On le sait, si le rap s’est formé et a évolué au cours de nombreuses années, revêtant encore aujourd’hui différentes formes (à ce titre, je vous conseille l’article explorant le phénomène de la trap), il est assez difficile de lui donner une véritable base. Beaucoup diront que ce style n’est autre qu’une sorte de pot pourri de différents autres genres qui, d’une façon ou d’une autre, auront influencé notre genre préféré. Cependant, de par ses affiliations logiquement plus fortes avec la musique noire, on pourra lui trouver certaines affinitées plus poussées avec certains styles. Notamment un en particulier sur lequel aujourd’hui portera toute notre attention: le reggae. Genre phare de la musique noire, il est pratiquement assez logique dans un sens qu’il se lit avec le rap. C’est donc l’occasion de décrypter ce phénomène.

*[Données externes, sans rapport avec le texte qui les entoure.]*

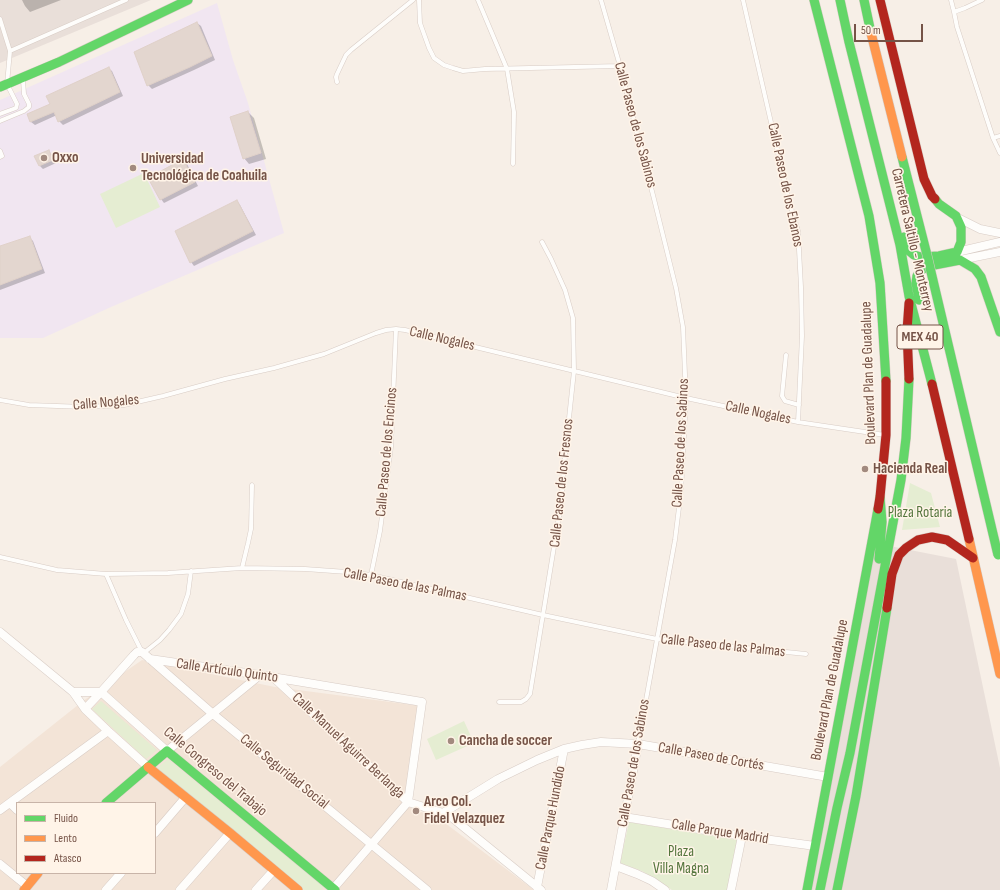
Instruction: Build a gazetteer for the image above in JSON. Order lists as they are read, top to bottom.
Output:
{
  "streets": {
    "main road": [
      "Carretera Saltillo - Monterrey",
      "MEX 40",
      "Boulevard Plan de Guadalupe",
      "Calle Congreso del Trabajo"
    ],
    "street": [
      "Calle Paseo de los Sabinos",
      "Calle Artículo Quinto",
      "Calle Manuel Aguirre Berlanga",
      "Calle Paseo de Cortés",
      "Calle Seguridad Social",
      "Calle Parque Hundido",
      "Calle Parque Madrid"
    ],
    "lane": [
      "Calle Paseo de los Ebanos",
      "Calle Nogales",
      "Calle Paseo de los Encinos",
      "Calle Paseo de los Fresnos",
      "Calle Paseo de las Palmas"
    ]
  },
  "crossings": [
    ["Calle Paseo de los Sabinos", "Calle Nogales"],
    ["Calle Paseo de los Sabinos", "Calle Paseo de las Palmas"],
    ["Calle Paseo de los Sabinos", "Calle Paseo de Cortés"],
    ["Calle Paseo de los Sabinos", "Calle Parque Madrid"],
    ["Calle Paseo de los Ebanos", "Calle Nogales"],
    ["Carretera Saltillo - Monterrey", "Boulevard Plan de Guadalupe"],
    ["Calle Nogales", "Boulevard Plan de Guadalupe"],
    ["Calle Nogales", "Calle Paseo de los Encinos"],
    ["Calle Nogales", "Calle Paseo de los Fresnos"],
    ["Boulevard Plan de Guadalupe", "Calle Paseo de Cortés"],
    ["Boulevard Plan de Guadalupe", "Calle Parque Madrid"],
    ["Calle Paseo de los Encinos", "Calle Paseo de las Palmas"],
    ["Calle Paseo de los Fresnos", "Calle Paseo de las Palmas"],
    ["Calle Artículo Quinto", "Calle Manuel Aguirre Berlanga"],
    ["Calle Artículo Quinto", "Calle Seguridad Social"],
    ["Calle Manuel Aguirre Berlanga", "Calle Paseo de Cortés"],
    ["Calle Manuel Aguirre Berlanga", "Calle Parque Hundido"],
    ["Calle Paseo de Cortés", "Calle Parque Hundido"]
  ],
  "parks": ["Plaza Rotaria", "Plaza Villa Magna"],
  "places": [
    "Oxxo",
    "Universidad Tecnológica de Coahuila",
    "Hacienda Real",
    "Cancha de soccer",
    "Arco Col. Fidel Velazquez"
  ],
  "legend": ["Fluido", "Lento", "Atasco"],
  "scale_bar": "50 m"
}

Reggae, rap… Même combat ?

Lorsque je disais que l’on a un peu de mal à situer les origines même du hip-hop, on peut cependant s’appuyer sur quelques éléments sûrs. A commencer par un certain Kool Herc, père du hip-hop dans son ensemble, et d’origine…jamaïcaine. Eh oui, déjà on peut commencer à tisser quelques liens. D’ailleurs, afin de donner toute son importance au pays, il déclarait lui-même:

“hip-hop, the whole chemistry of that came from jamaica”

Ainsi, puisant dans les codes de la musique rasta, le hip-hop a pu commencer à se faire une identité, se positionnant comme une sorte de petit frère du reggae. Kool Herc mais également Grandmaster Flash ont donc participé à la propagation de cette culture. Et d’ailleurs, si l’on s’attarde sur d’autres aspects, on retrouve encore ce reggae. A commencer par le “toasting”, ce terme jamaïcain que l’on ne peut traduire en français mais qui désigne le fait qu’un artiste vienne poser sa voix sur une instru. En clair: la base même de ce que tout rappeur entreprend à l’origine. Le toast se retrouvera donc dans de nombreuses block parties de New-York, elles même déjà héritées des sounds systems jamaïcains. En bref, de par sa composition, ses sonorités et son utilisation, le hip-hop se calque sur le reggae qui lui sert de modèle. Mais uniquement sur le point de l’écho musical ?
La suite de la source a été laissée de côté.